> PROBLEM DESCRIPTION
An exact copy of all the records is the expected answer.

Segment Start: ENTRIES SHOWN

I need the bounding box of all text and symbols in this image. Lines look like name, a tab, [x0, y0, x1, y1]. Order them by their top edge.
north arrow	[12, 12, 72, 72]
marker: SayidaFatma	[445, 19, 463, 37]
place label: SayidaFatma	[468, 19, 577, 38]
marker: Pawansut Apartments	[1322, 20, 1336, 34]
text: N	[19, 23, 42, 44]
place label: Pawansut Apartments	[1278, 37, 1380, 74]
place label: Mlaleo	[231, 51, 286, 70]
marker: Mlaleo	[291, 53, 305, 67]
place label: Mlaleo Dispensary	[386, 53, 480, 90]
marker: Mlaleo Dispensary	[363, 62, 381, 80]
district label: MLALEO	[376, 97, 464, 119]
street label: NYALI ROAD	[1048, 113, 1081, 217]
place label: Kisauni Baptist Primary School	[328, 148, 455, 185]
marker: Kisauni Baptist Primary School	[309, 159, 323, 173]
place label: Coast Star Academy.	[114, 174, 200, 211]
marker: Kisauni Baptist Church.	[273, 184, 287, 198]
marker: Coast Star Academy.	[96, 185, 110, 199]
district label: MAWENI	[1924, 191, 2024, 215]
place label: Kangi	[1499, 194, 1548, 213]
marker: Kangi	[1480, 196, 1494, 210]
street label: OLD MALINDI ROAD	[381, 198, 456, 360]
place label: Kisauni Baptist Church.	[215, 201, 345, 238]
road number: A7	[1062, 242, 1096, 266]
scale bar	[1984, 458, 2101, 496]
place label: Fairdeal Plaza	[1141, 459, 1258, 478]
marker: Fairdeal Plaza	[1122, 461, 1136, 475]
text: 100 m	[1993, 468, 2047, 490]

Segment End: ENTRIES SHOWN

> WORKED SOLUTION
I need the bounding box of all text and symbols in this image. Lines look like name, a tab, [x0, y0, x1, y1]. Order them by their top edge.
north arrow	[12, 12, 72, 72]
marker: SayidaFatma	[445, 19, 463, 37]
place label: SayidaFatma	[468, 19, 577, 38]
marker: Pawansut Apartments	[1322, 20, 1336, 34]
text: N	[19, 23, 42, 44]
place label: Pawansut Apartments	[1278, 37, 1380, 74]
place label: Mlaleo	[231, 51, 286, 70]
marker: Mlaleo	[291, 53, 305, 67]
place label: Mlaleo Dispensary	[386, 53, 480, 90]
marker: Mlaleo Dispensary	[363, 62, 381, 80]
district label: MLALEO	[376, 97, 464, 119]
street label: NYALI ROAD	[1048, 113, 1081, 217]
place label: Kisauni Baptist Primary School	[328, 148, 455, 185]
marker: Kisauni Baptist Primary School	[309, 159, 323, 173]
place label: Coast Star Academy.	[114, 174, 200, 211]
marker: Kisauni Baptist Church.	[273, 184, 287, 198]
marker: Coast Star Academy.	[96, 185, 110, 199]
district label: MAWENI	[1924, 191, 2024, 215]
place label: Kangi	[1499, 194, 1548, 213]
marker: Kangi	[1480, 196, 1494, 210]
street label: OLD MALINDI ROAD	[381, 198, 456, 360]
place label: Kisauni Baptist Church.	[215, 201, 345, 238]
road number: A7	[1062, 242, 1096, 266]
scale bar	[1984, 458, 2101, 496]
place label: Fairdeal Plaza	[1141, 459, 1258, 478]
marker: Fairdeal Plaza	[1122, 461, 1136, 475]
text: 100 m	[1993, 468, 2047, 490]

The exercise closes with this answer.